Vizman highlights the need for patience and support when looking to take an innovative idea to the next level and create a better world. “There is a specific belief within the Israeli ecosystem about scale-up and commercial production. However, it takes time to get there and in the field of food-tech it is necessary to reach the end consumer faster - when it comes to food it is necessary to check its taste and there is no good way to do this from quick access to the end customer. After all, there are solutions - such as acceleration programs for startups, if they were to create such an incubator for food-tech entrepreneurs where they could gain quick access to an end consumer that would also allow commercial production in small quantities, it would allow the food-tech field in Israel to flourish even more.”
So, after we’ve heard from the clean energy folk and after tasting an alternative future to the foods we eat, the spotlight turns to possibly the star of this blue and green planet; water is the key to our survival, and crucial for our entire agricultural setup. SoliDrip is an Israeli startup developing autonomous smart irrigation systems, which adjust irrigation based on each crop’s specific needs.

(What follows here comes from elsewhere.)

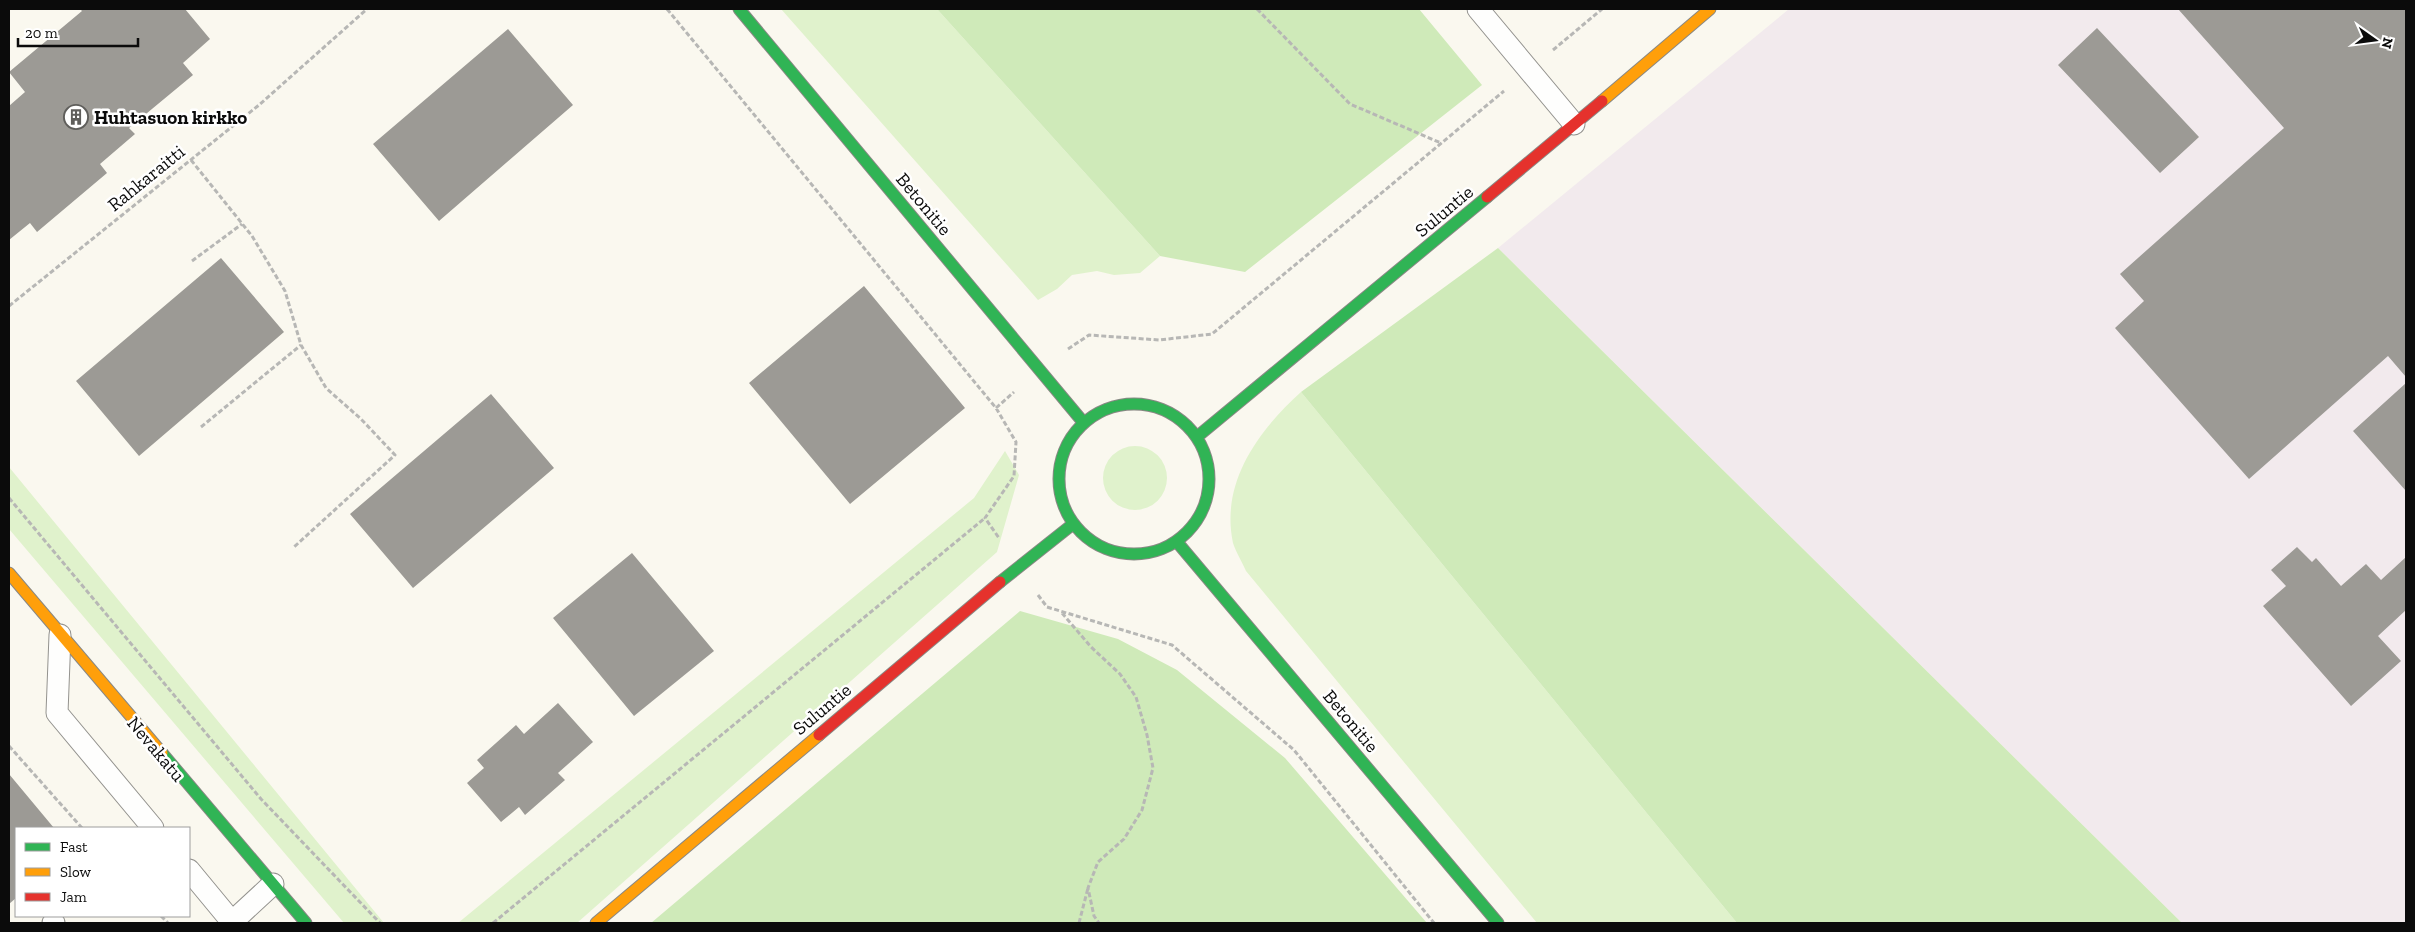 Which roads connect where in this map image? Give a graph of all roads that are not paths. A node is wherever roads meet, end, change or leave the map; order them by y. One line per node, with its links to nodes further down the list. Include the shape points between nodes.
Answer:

According to CEO Gad Marton, part of the solution to climate change stems from creating greener areas not only in the countryside but focused on one of humanity’s biggest polluters -- the congested cities. “The global pandemic and the weather crisis have shown the importance of green (vegetative) urban spaces that help people during traffic restrictions and gathering limitations. As well as mitigating air pollution reduces temperature and increases storm water retention to reduce flooding. He highlights the need for urban agriculture as a base to build more self sustainable cities. “Expanding green lung zones in urban areas with more intensive green roofs, green walls and balconies, and urban agriculture… People should stop compromising on their right to live and work in a green environment. It will increase the demand for green buildings and green indoor workspaces.”